OUTCOMES
- To help students avoid the most common errors and improve the accuracy of their reporting
- Know where to check for information
- Make them aware of confirmation bias, and how to challenge your assumptions
- Give them a roadmap for the fact-checking process
- Help students create a ritual for fact-checking their own reporting
- Your assignment will be to fact check a colleague’s article
OVERVIEW & PURPOSE
As a journalist skepticism is your job. As a citizen skepticism is a survival skill. Challenge your assumptions.
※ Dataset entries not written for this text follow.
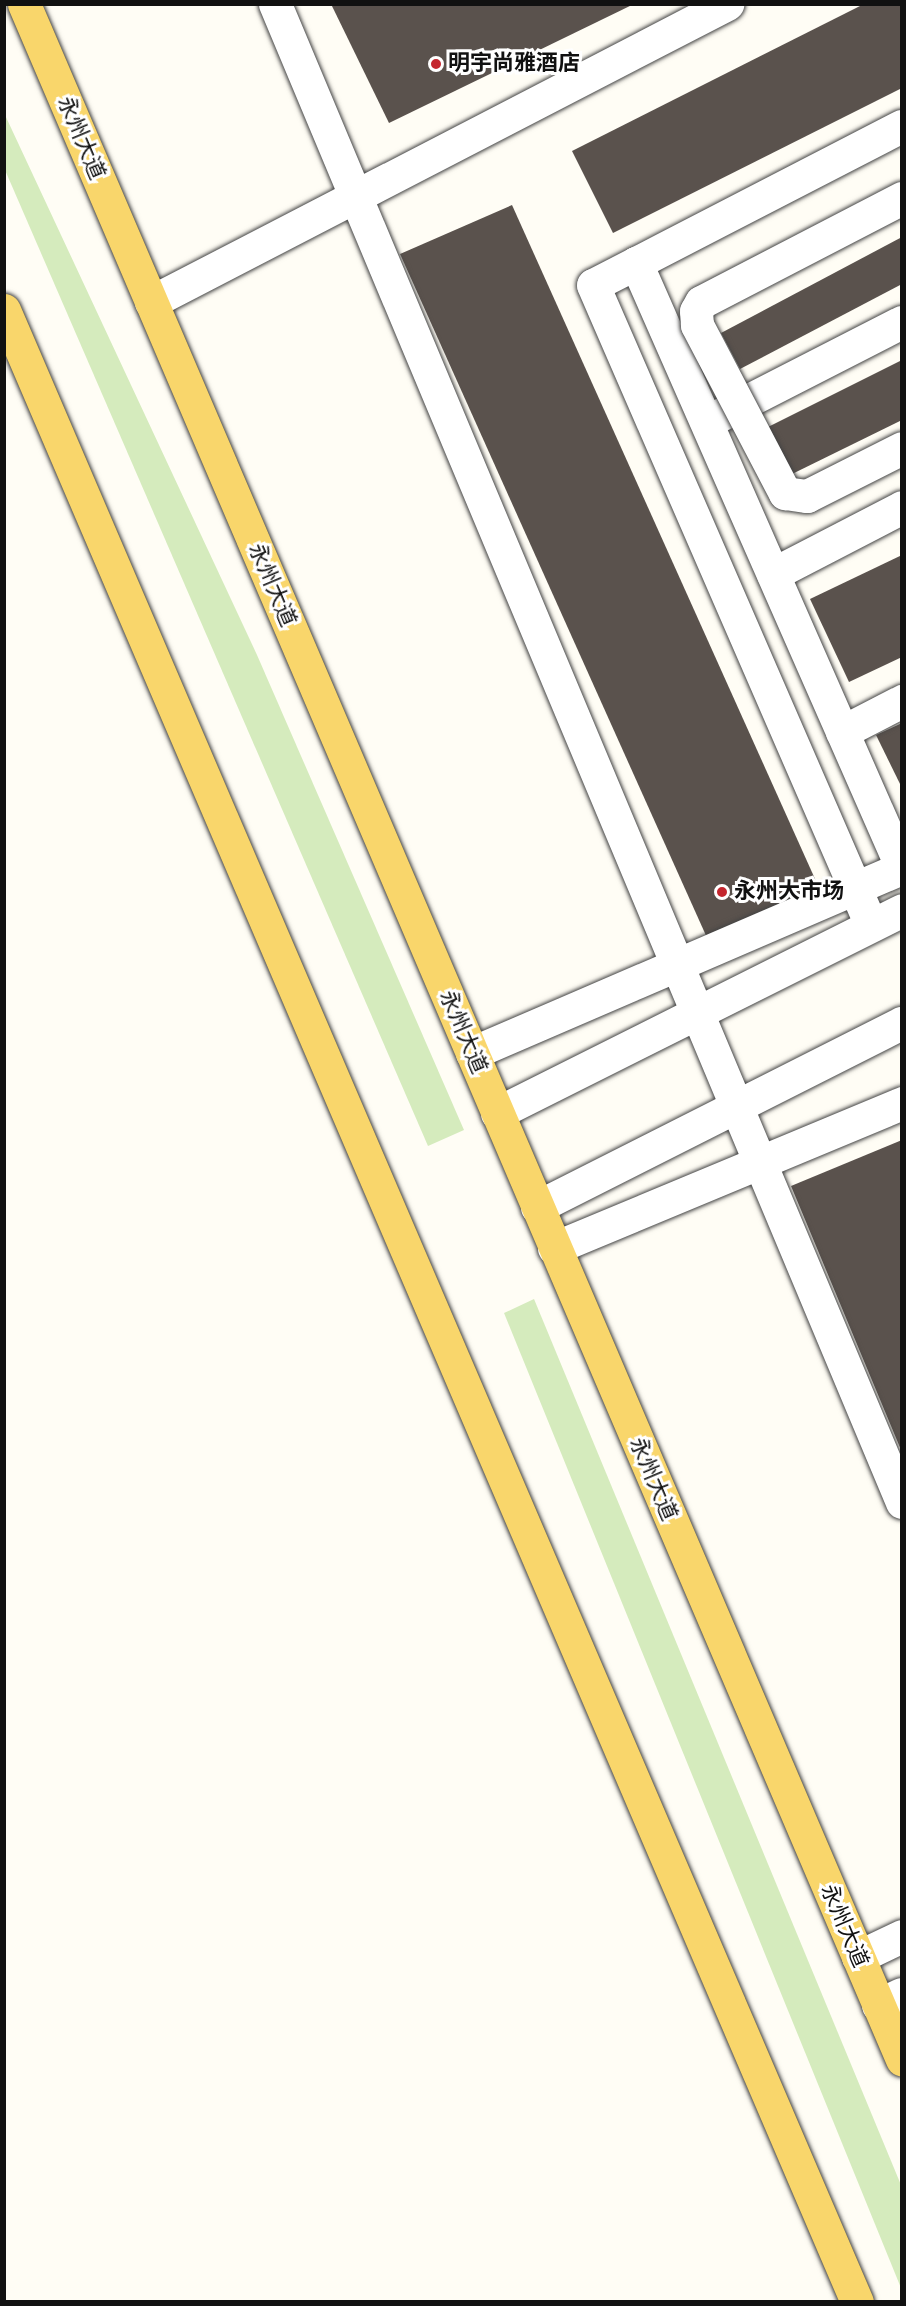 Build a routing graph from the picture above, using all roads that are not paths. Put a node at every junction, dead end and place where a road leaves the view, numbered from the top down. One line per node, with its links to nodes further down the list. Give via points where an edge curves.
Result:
1 (24, 4): 8 (main road, 永州大道)
2 (275, 4): 5 (street)
3 (727, 4): 5 (street)
4 (902, 126): 7 (street)
5 (355, 196): 8 (street); 20 (street)
6 (902, 198): 12 (street, bridge, via 701,302 696,311 696,325 785,493 807,496)
7 (636, 263): 11 (street); 17 (street, via 593,285)
8 (151, 302): 23 (main road, 永州大道)
9 (4, 310): 35 (main road)
10 (902, 322): 11 (street)
11 (706, 422): 14 (street)
12 (902, 448)
13 (902, 507): 14 (street)
14 (773, 574): 16 (street)
15 (902, 701): 16 (street)
16 (842, 732): 17 (street, via 902,868)
17 (856, 888): 19 (street); 20 (street)
18 (902, 910): 19 (street)
19 (872, 925): 21 (street)
20 (676, 965): 21 (street); 23 (street)
21 (696, 1012): 25 (street); 26 (street)
22 (902, 1023): 25 (street)
23 (472, 1053): 26 (main road, 永州大道)
24 (902, 1103): 27 (street)
25 (736, 1107): 27 (street); 28 (street)
26 (497, 1113): 28 (main road, 永州大道)
27 (759, 1162): 29 (street); 30 (street)
28 (537, 1207): 29 (main road, 永州大道)
29 (554, 1248): 32 (main road, 永州大道)
30 (902, 1502)
31 (902, 1936): 32 (street)
32 (858, 1957): 33 (main road, 永州大道)
33 (890, 2000): 34 (main road, 永州大道)
34 (902, 2059)
35 (857, 2301)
This lesson will emphasize that “journalism is a discipline of verification.” – From The elements of journalism: what newspeople should know and the public should expect.
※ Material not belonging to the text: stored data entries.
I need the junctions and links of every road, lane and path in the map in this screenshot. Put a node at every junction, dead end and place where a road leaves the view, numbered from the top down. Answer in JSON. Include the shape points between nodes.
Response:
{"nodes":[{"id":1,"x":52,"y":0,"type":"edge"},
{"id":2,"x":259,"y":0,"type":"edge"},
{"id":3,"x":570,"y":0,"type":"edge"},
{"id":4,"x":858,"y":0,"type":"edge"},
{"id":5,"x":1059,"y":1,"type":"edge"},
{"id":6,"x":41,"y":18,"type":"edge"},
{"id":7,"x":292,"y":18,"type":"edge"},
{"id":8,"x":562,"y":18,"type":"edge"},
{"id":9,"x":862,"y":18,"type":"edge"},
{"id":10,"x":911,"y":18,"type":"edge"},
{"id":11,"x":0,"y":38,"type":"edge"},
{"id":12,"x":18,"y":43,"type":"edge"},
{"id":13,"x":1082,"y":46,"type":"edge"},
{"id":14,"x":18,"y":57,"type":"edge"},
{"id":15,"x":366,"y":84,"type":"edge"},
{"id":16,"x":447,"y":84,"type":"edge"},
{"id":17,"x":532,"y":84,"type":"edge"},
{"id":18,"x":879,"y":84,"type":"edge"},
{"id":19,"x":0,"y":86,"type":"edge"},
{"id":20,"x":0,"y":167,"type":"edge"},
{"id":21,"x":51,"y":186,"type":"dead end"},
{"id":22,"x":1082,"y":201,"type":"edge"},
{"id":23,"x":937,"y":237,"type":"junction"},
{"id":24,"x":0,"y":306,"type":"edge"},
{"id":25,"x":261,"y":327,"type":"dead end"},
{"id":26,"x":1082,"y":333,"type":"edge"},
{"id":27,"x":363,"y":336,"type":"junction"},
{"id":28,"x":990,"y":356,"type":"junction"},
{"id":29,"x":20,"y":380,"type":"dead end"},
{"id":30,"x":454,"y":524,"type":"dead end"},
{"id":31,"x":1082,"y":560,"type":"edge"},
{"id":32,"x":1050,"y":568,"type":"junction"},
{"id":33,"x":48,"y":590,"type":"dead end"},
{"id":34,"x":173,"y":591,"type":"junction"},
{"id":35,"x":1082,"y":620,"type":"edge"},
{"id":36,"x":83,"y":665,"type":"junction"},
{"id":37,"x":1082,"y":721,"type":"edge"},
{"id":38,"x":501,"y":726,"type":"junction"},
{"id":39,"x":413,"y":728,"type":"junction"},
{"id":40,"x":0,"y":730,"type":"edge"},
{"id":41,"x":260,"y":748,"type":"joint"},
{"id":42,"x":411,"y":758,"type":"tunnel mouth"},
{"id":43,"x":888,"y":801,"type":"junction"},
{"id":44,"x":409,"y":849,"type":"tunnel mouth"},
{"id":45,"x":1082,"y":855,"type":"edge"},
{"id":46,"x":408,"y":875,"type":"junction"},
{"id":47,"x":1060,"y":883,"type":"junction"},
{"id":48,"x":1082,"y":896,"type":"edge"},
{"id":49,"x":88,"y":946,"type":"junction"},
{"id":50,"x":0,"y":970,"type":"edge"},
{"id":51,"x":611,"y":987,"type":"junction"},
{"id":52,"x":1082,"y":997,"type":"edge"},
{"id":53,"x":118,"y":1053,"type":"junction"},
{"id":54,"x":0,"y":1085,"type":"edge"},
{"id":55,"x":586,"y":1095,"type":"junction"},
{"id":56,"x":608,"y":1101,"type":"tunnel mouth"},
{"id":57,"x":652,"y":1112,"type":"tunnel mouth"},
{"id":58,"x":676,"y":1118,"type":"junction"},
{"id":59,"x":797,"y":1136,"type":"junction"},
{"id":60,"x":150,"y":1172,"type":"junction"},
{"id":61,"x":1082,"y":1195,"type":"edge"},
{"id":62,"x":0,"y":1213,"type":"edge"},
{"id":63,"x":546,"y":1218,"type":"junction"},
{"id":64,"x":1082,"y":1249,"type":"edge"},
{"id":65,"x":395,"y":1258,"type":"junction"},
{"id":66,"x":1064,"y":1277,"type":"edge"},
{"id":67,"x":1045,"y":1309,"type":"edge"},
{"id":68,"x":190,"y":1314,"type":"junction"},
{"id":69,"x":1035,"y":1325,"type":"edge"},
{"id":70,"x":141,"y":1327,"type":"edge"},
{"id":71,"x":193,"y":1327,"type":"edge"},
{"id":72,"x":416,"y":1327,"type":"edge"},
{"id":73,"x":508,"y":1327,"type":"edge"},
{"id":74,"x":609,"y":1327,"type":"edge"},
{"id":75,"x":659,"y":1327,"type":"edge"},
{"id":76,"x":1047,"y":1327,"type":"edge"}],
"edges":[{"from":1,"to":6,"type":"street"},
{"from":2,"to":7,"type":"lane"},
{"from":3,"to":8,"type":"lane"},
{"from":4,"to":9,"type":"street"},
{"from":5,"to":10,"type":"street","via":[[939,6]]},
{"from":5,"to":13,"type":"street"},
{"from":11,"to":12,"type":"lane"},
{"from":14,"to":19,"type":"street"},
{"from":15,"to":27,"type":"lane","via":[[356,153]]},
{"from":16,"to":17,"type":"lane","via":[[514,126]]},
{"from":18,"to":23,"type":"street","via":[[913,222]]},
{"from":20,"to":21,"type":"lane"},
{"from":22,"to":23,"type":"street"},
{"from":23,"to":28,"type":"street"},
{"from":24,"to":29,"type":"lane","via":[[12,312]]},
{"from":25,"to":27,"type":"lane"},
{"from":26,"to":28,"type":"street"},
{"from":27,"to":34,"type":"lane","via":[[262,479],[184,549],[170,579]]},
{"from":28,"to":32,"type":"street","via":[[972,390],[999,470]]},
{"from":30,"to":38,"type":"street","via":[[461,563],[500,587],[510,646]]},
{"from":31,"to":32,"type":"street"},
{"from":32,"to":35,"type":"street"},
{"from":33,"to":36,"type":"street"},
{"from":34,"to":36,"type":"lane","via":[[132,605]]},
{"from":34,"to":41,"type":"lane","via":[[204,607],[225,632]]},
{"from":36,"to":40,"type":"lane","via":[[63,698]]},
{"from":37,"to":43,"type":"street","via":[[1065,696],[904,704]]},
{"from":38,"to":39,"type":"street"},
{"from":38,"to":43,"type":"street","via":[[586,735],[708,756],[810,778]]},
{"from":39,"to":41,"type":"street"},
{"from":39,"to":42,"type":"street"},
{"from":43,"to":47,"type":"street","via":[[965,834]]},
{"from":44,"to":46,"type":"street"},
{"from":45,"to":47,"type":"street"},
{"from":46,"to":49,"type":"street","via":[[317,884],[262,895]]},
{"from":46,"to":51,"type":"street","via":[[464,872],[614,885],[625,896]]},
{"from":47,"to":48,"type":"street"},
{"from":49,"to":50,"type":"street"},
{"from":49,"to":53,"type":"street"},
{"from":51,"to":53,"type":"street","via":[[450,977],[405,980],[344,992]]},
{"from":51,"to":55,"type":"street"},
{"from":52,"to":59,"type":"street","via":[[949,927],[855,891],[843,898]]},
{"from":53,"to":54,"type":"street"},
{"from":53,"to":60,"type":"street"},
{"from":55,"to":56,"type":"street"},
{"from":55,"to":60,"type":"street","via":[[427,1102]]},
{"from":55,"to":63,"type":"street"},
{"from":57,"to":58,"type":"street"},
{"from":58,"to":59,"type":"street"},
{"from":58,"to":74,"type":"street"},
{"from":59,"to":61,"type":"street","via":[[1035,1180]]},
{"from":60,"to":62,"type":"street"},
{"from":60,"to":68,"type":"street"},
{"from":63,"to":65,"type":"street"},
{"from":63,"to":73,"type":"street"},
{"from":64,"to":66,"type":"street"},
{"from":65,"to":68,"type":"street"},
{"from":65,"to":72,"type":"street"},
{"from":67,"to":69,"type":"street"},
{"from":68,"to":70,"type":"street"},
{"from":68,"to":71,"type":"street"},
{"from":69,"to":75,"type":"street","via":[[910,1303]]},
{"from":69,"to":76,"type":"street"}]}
It is because “journalism is a discipline of verification,”[1] that journalists consider the commitment to verification and accuracy a “strategic ritual” and part of their “professional identity,” which is “something that legitimizes a journalist’s social role as being demonstrably different from other communicators.”[2] A devotion to accuracy is the value that journalists add to issues and stories in the information ecosystem. – Barbara Gray, Newmark J-School, from the The Emerald Handbook of Modern Information Management, p 421.
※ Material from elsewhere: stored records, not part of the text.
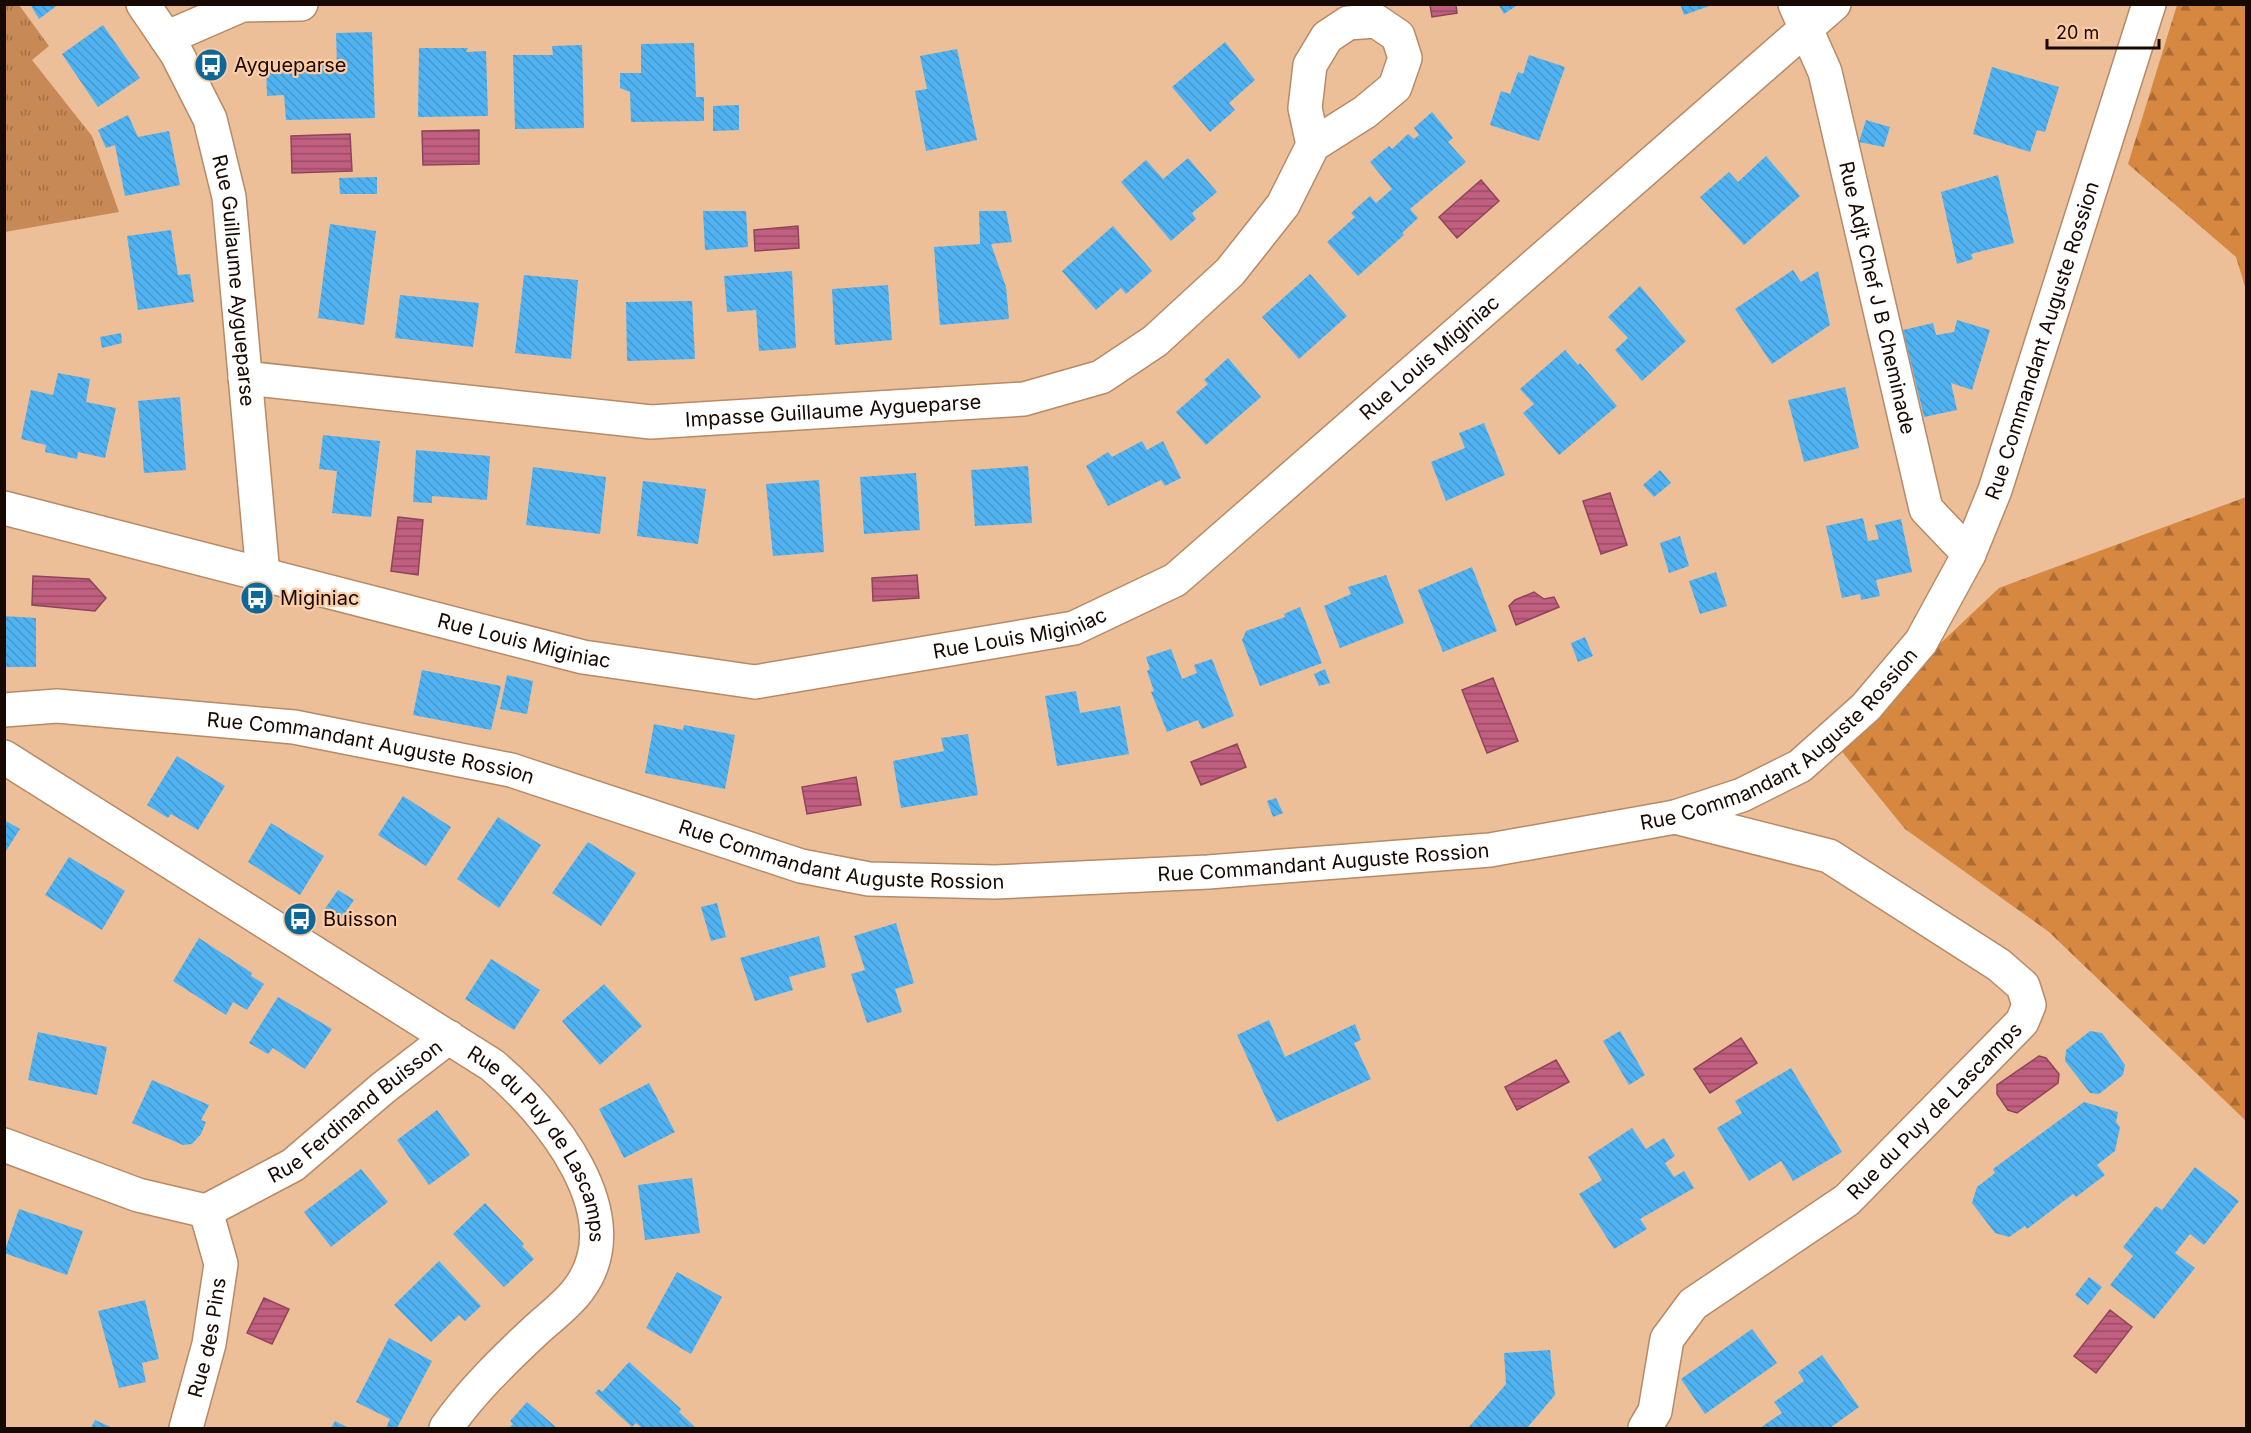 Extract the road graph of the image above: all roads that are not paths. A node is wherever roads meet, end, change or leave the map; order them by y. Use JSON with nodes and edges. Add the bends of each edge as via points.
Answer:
{"nodes":[{"id":1,"x":143,"y":4,"type":"edge"},
{"id":2,"x":301,"y":4,"type":"edge"},
{"id":3,"x":1834,"y":4,"type":"edge"},
{"id":4,"x":2149,"y":4,"type":"edge"},
{"id":5,"x":1801,"y":16,"type":"edge"},
{"id":6,"x":166,"y":38,"type":"junction"},
{"id":7,"x":1313,"y":145,"type":"dead end"},
{"id":8,"x":245,"y":378,"type":"junction"},
{"id":9,"x":4,"y":508,"type":"edge"},
{"id":10,"x":1969,"y":554,"type":"junction"},
{"id":11,"x":263,"y":575,"type":"junction"},
{"id":12,"x":4,"y":710,"type":"edge"},
{"id":13,"x":4,"y":757,"type":"edge"},
{"id":14,"x":1675,"y":817,"type":"junction"},
{"id":15,"x":449,"y":1037,"type":"junction"},
{"id":16,"x":4,"y":1145,"type":"edge"},
{"id":17,"x":206,"y":1211,"type":"junction"},
{"id":18,"x":186,"y":1428,"type":"edge"},
{"id":19,"x":446,"y":1428,"type":"edge"},
{"id":20,"x":1645,"y":1428,"type":"edge"}],
"edges":[{"from":1,"to":6,"type":"street","name":"Rue Guillaume Aygueparse"},
{"from":2,"to":6,"type":"street","via":[[242,5]]},
{"from":3,"to":5,"type":"street","name":"Rue Louis Miginiac"},
{"from":4,"to":10,"type":"street","name":"Rue Commandant Auguste Rossion","via":[[1995,490]]},
{"from":5,"to":10,"type":"street","name":"Rue Adjt Chef J B Cheminade","via":[[1825,72],[1926,509]]},
{"from":5,"to":11,"type":"street","name":"Rue Louis Miginiac","via":[[1175,580],[1074,628],[755,682],[583,657]]},
{"from":6,"to":8,"type":"street","name":"Rue Guillaume Aygueparse","via":[[210,119],[229,196]]},
{"from":7,"to":8,"type":"street","name":"Impasse Guillaume Aygueparse","via":[[1283,205],[1230,272],[1155,341],[1101,377],[1024,399],[651,422]]},
{"from":8,"to":11,"type":"street","name":"Rue Guillaume Aygueparse"},
{"from":9,"to":11,"type":"street","name":"Rue Louis Miginiac"},
{"from":10,"to":14,"type":"street","name":"Rue Commandant Auguste Rossion","via":[[1921,642],[1866,707],[1808,759],[1742,795]]},
{"from":12,"to":14,"type":"street","name":"Rue Commandant Auguste Rossion","via":[[57,706],[294,727],[511,770],[801,866],[869,879],[995,882],[1208,872],[1490,850]]},
{"from":13,"to":15,"type":"street","name":"Rue Ferdinand Buisson"},
{"from":14,"to":20,"type":"street","name":"Rue du Puy de Lascamps","via":[[1829,856],[1999,965],[2022,986],[2029,1005],[2022,1022],[1847,1200],[1693,1304],[1667,1339],[1655,1411]]},
{"from":15,"to":17,"type":"street","name":"Rue Ferdinand Buisson","via":[[293,1165]]},
{"from":15,"to":19,"type":"street","name":"Rue du Puy de Lascamps","via":[[522,1090],[549,1121],[585,1183],[595,1215],[596,1249],[589,1274],[577,1292],[499,1365]]},
{"from":16,"to":17,"type":"street","via":[[138,1195]]},
{"from":17,"to":18,"type":"street","name":"Rue des Pins","via":[[220,1264],[209,1344]]}]}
[1] Kovach, B., & Rosenstiel, T. (2014). The elements of journalism: what newspeople should know and the public should expect. New York: Three Rivers Press. 98. [2] Shapiro, I., Brin, C., Bédard-Brûlé, I., & Mychajlowycz, K. (2013). Verification as a Strategic Ritual: How journalists retrospectively describe processes for ensuring accuracy. Journalism Practice, 7(6), 657-673. 669.
NOTE: It is best to hold this class and give this assignment later in the semester when students have more in-depth stories to fact check.